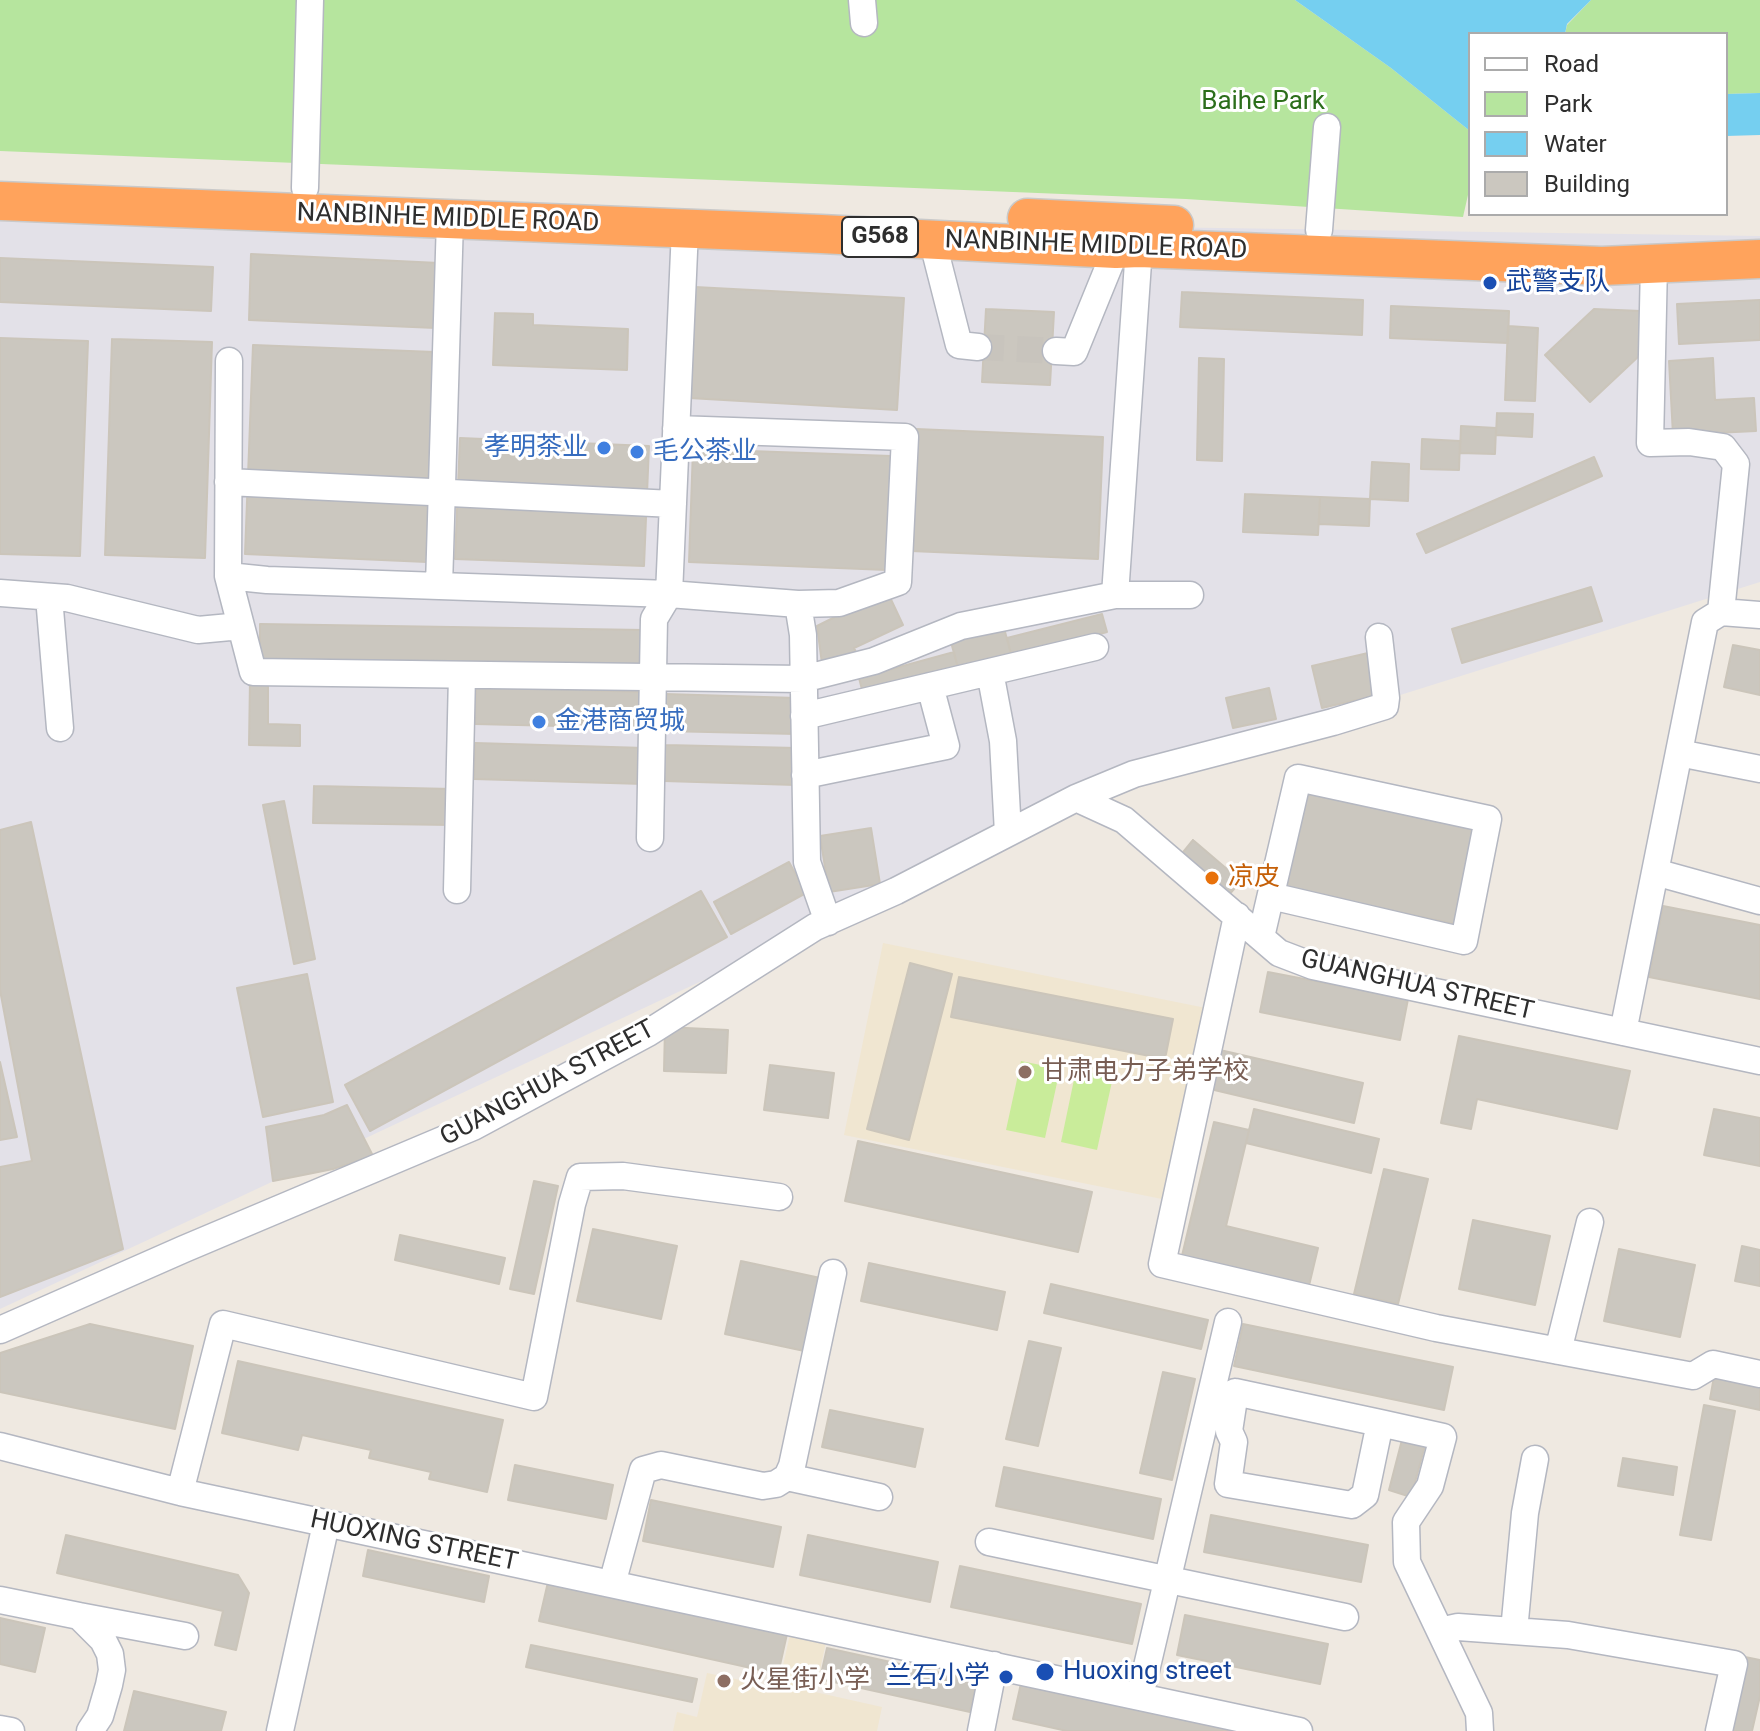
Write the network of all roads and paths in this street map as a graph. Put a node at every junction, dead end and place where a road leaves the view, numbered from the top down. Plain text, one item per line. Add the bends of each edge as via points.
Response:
1 (310, 0) edge
2 (1327, 127) dead end
3 (0, 176) edge
4 (305, 188) junction
5 (0, 201) edge
6 (450, 219) junction
7 (685, 229) junction
8 (1319, 230) junction
9 (1760, 233) edge
10 (932, 239) junction
11 (1126, 240) junction
12 (1760, 259) edge
13 (1654, 264) junction
14 (978, 347) tunnel mouth
15 (1056, 351) tunnel mouth
16 (229, 361) dead end
17 (676, 429) junction
18 (228, 482) junction
19 (442, 493) junction
20 (673, 504) junction
21 (228, 576) junction
22 (439, 586) junction
23 (0, 593) edge
24 (669, 594) junction
25 (1115, 595) junction
26 (1190, 595) dead end
27 (49, 597) junction
28 (798, 604) junction
29 (1721, 612) junction
30 (1760, 615) edge
31 (241, 626) junction
32 (1379, 637) dead end
33 (1095, 647) dead end
34 (990, 672) junction
35 (462, 675) junction
36 (653, 678) junction
37 (803, 679) junction
38 (930, 686) junction
39 (804, 716) junction
40 (60, 728) dead end
41 (1679, 753) junction
42 (1760, 769) edge
43 (805, 775) junction
44 (1076, 798) junction
45 (1008, 833) junction
46 (650, 838) dead end
47 (1655, 872) junction
48 (457, 890) dead end
49 (1271, 896) junction
50 (1760, 901) edge
51 (1237, 916) junction
52 (828, 922) junction
53 (1261, 937) junction
54 (1623, 1032) junction
55 (1760, 1061) edge
56 (779, 1197) dead end
57 (1590, 1222) dead end
58 (833, 1273) dead end
59 (1228, 1322) dead end
60 (0, 1330) edge
61 (1558, 1351) junction
62 (1760, 1374) edge
63 (1380, 1423) junction
64 (0, 1446) edge
65 (1535, 1459) dead end
66 (787, 1477) junction
67 (180, 1492) junction
68 (879, 1497) dead end
69 (326, 1524) junction
70 (989, 1542) dead end
71 (1168, 1580) junction
72 (612, 1584) junction
73 (0, 1600) edge
74 (79, 1616) junction
75 (1345, 1617) dead end
76 (1440, 1631) junction
77 (1514, 1631) junction
78 (185, 1636) dead end
79 (994, 1665) junction
80 (1140, 1696) junction
81 (0, 1729) edge
82 (89, 1730) edge
83 (11, 1731) edge
84 (280, 1731) edge
85 (981, 1731) edge
86 (1299, 1731) edge
87 (1480, 1731) edge
88 (1719, 1731) edge

1 - 4 street
2 - 8 street
3 - 4 highway, NANBINHE MIDDLE ROAD / G568
4 - 11 highway, NANBINHE MIDDLE ROAD / G568
5 - 6 highway, NANBINHE MIDDLE ROAD / G568
6 - 7 highway, NANBINHE MIDDLE ROAD / G568
6 - 19 street
7 - 10 highway, NANBINHE MIDDLE ROAD / G568
7 - 17 street
8 - 9 highway, NANBINHE MIDDLE ROAD / G568 via 1602,240
8 - 11 highway, NANBINHE MIDDLE ROAD / G568
10 - 11 highway, NANBINHE MIDDLE ROAD / G568
10 - 14 street via 959,345
11 - 13 highway, NANBINHE MIDDLE ROAD / G568 via 1602,266
11 - 15 street via 1074,352
11 - 25 street
12 - 13 highway, NANBINHE MIDDLE ROAD / G568
13 - 29 street via 1650,443 1723,447 1736,464
16 - 18 street
17 - 20 street
17 - 28 street via 905,437 898,582 839,603
18 - 19 street
18 - 21 street
19 - 20 street
19 - 22 street
20 - 24 street
21 - 22 street
21 - 31 street
22 - 24 street
23 - 27 street
24 - 28 street
24 - 36 street via 654,619
25 - 26 street
25 - 37 street via 961,626 874,661
27 - 31 street via 198,630
27 - 40 street
28 - 37 street
29 - 30 street
29 - 41 street via 1705,622
31 - 35 street via 253,672
32 - 44 street, GUANGHUA STREET via 1385,706 1134,774
33 - 34 street
34 - 38 street
34 - 45 street via 1003,741
35 - 36 street
35 - 48 street
36 - 37 street
36 - 46 street
37 - 39 street
38 - 39 street
38 - 43 street via 946,746
39 - 43 street
41 - 42 street
41 - 47 street
43 - 52 street via 807,862
44 - 45 street, GUANGHUA STREET
44 - 51 street, GUANGHUA STREET via 1124,820
45 - 52 street, GUANGHUA STREET
47 - 50 street
47 - 54 street
49 - 49 street via 1298,778 1488,819 1464,941
49 - 53 street
51 - 53 street, GUANGHUA STREET
51 - 61 street via 1162,1264
52 - 60 street, GUANGHUA STREET via 648,1033 473,1127
53 - 54 street, GUANGHUA STREET via 1279,953 1313,966
54 - 55 street, GUANGHUA STREET
56 - 67 street via 623,1176 580,1177 534,1397 223,1324
57 - 61 street
58 - 66 street
59 - 71 street
61 - 62 street via 1693,1376 1713,1364
63 - 63 street via 1235,1392 1228,1484 1352,1505 1365,1495
63 - 76 street via 1443,1437 1430,1486 1406,1522 1407,1562
64 - 67 street, HUOXING STREET
65 - 77 street
66 - 68 street
66 - 72 street via 763,1486 661,1465 643,1470
67 - 69 street, HUOXING STREET
69 - 72 street, HUOXING STREET
69 - 84 street
70 - 71 street
71 - 75 street
71 - 80 street
72 - 79 street, HUOXING STREET
73 - 74 street
74 - 78 street
74 - 82 street via 103,1640 112,1670 100,1716
76 - 77 street
76 - 87 street via 1479,1713
77 - 88 street via 1568,1635 1734,1664
79 - 80 street, HUOXING STREET
79 - 85 street
80 - 86 street, HUOXING STREET
81 - 83 street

----------

* [Try it] What you should produce is an exact copy of the records, with the pictures left out.

* [Exercise result]
Write the network of all roads and paths in this street map as a graph. Put a node at every junction, dead end and place where a road leaves the view, numbered from the top down. Plain text, one item per line. Add the bends of each edge as via points.
Response:
1 (310, 0) edge
2 (1327, 127) dead end
3 (0, 176) edge
4 (305, 188) junction
5 (0, 201) edge
6 (450, 219) junction
7 (685, 229) junction
8 (1319, 230) junction
9 (1760, 233) edge
10 (932, 239) junction
11 (1126, 240) junction
12 (1760, 259) edge
13 (1654, 264) junction
14 (978, 347) tunnel mouth
15 (1056, 351) tunnel mouth
16 (229, 361) dead end
17 (676, 429) junction
18 (228, 482) junction
19 (442, 493) junction
20 (673, 504) junction
21 (228, 576) junction
22 (439, 586) junction
23 (0, 593) edge
24 (669, 594) junction
25 (1115, 595) junction
26 (1190, 595) dead end
27 (49, 597) junction
28 (798, 604) junction
29 (1721, 612) junction
30 (1760, 615) edge
31 (241, 626) junction
32 (1379, 637) dead end
33 (1095, 647) dead end
34 (990, 672) junction
35 (462, 675) junction
36 (653, 678) junction
37 (803, 679) junction
38 (930, 686) junction
39 (804, 716) junction
40 (60, 728) dead end
41 (1679, 753) junction
42 (1760, 769) edge
43 (805, 775) junction
44 (1076, 798) junction
45 (1008, 833) junction
46 (650, 838) dead end
47 (1655, 872) junction
48 (457, 890) dead end
49 (1271, 896) junction
50 (1760, 901) edge
51 (1237, 916) junction
52 (828, 922) junction
53 (1261, 937) junction
54 (1623, 1032) junction
55 (1760, 1061) edge
56 (779, 1197) dead end
57 (1590, 1222) dead end
58 (833, 1273) dead end
59 (1228, 1322) dead end
60 (0, 1330) edge
61 (1558, 1351) junction
62 (1760, 1374) edge
63 (1380, 1423) junction
64 (0, 1446) edge
65 (1535, 1459) dead end
66 (787, 1477) junction
67 (180, 1492) junction
68 (879, 1497) dead end
69 (326, 1524) junction
70 (989, 1542) dead end
71 (1168, 1580) junction
72 (612, 1584) junction
73 (0, 1600) edge
74 (79, 1616) junction
75 (1345, 1617) dead end
76 (1440, 1631) junction
77 (1514, 1631) junction
78 (185, 1636) dead end
79 (994, 1665) junction
80 (1140, 1696) junction
81 (0, 1729) edge
82 (89, 1730) edge
83 (11, 1731) edge
84 (280, 1731) edge
85 (981, 1731) edge
86 (1299, 1731) edge
87 (1480, 1731) edge
88 (1719, 1731) edge

1 - 4 street
2 - 8 street
3 - 4 highway, NANBINHE MIDDLE ROAD / G568
4 - 11 highway, NANBINHE MIDDLE ROAD / G568
5 - 6 highway, NANBINHE MIDDLE ROAD / G568
6 - 7 highway, NANBINHE MIDDLE ROAD / G568
6 - 19 street
7 - 10 highway, NANBINHE MIDDLE ROAD / G568
7 - 17 street
8 - 9 highway, NANBINHE MIDDLE ROAD / G568 via 1602,240
8 - 11 highway, NANBINHE MIDDLE ROAD / G568
10 - 11 highway, NANBINHE MIDDLE ROAD / G568
10 - 14 street via 959,345
11 - 13 highway, NANBINHE MIDDLE ROAD / G568 via 1602,266
11 - 15 street via 1074,352
11 - 25 street
12 - 13 highway, NANBINHE MIDDLE ROAD / G568
13 - 29 street via 1650,443 1723,447 1736,464
16 - 18 street
17 - 20 street
17 - 28 street via 905,437 898,582 839,603
18 - 19 street
18 - 21 street
19 - 20 street
19 - 22 street
20 - 24 street
21 - 22 street
21 - 31 street
22 - 24 street
23 - 27 street
24 - 28 street
24 - 36 street via 654,619
25 - 26 street
25 - 37 street via 961,626 874,661
27 - 31 street via 198,630
27 - 40 street
28 - 37 street
29 - 30 street
29 - 41 street via 1705,622
31 - 35 street via 253,672
32 - 44 street, GUANGHUA STREET via 1385,706 1134,774
33 - 34 street
34 - 38 street
34 - 45 street via 1003,741
35 - 36 street
35 - 48 street
36 - 37 street
36 - 46 street
37 - 39 street
38 - 39 street
38 - 43 street via 946,746
39 - 43 street
41 - 42 street
41 - 47 street
43 - 52 street via 807,862
44 - 45 street, GUANGHUA STREET
44 - 51 street, GUANGHUA STREET via 1124,820
45 - 52 street, GUANGHUA STREET
47 - 50 street
47 - 54 street
49 - 49 street via 1298,778 1488,819 1464,941
49 - 53 street
51 - 53 street, GUANGHUA STREET
51 - 61 street via 1162,1264
52 - 60 street, GUANGHUA STREET via 648,1033 473,1127
53 - 54 street, GUANGHUA STREET via 1279,953 1313,966
54 - 55 street, GUANGHUA STREET
56 - 67 street via 623,1176 580,1177 534,1397 223,1324
57 - 61 street
58 - 66 street
59 - 71 street
61 - 62 street via 1693,1376 1713,1364
63 - 63 street via 1235,1392 1228,1484 1352,1505 1365,1495
63 - 76 street via 1443,1437 1430,1486 1406,1522 1407,1562
64 - 67 street, HUOXING STREET
65 - 77 street
66 - 68 street
66 - 72 street via 763,1486 661,1465 643,1470
67 - 69 street, HUOXING STREET
69 - 72 street, HUOXING STREET
69 - 84 street
70 - 71 street
71 - 75 street
71 - 80 street
72 - 79 street, HUOXING STREET
73 - 74 street
74 - 78 street
74 - 82 street via 103,1640 112,1670 100,1716
76 - 77 street
76 - 87 street via 1479,1713
77 - 88 street via 1568,1635 1734,1664
79 - 80 street, HUOXING STREET
79 - 85 street
80 - 86 street, HUOXING STREET
81 - 83 street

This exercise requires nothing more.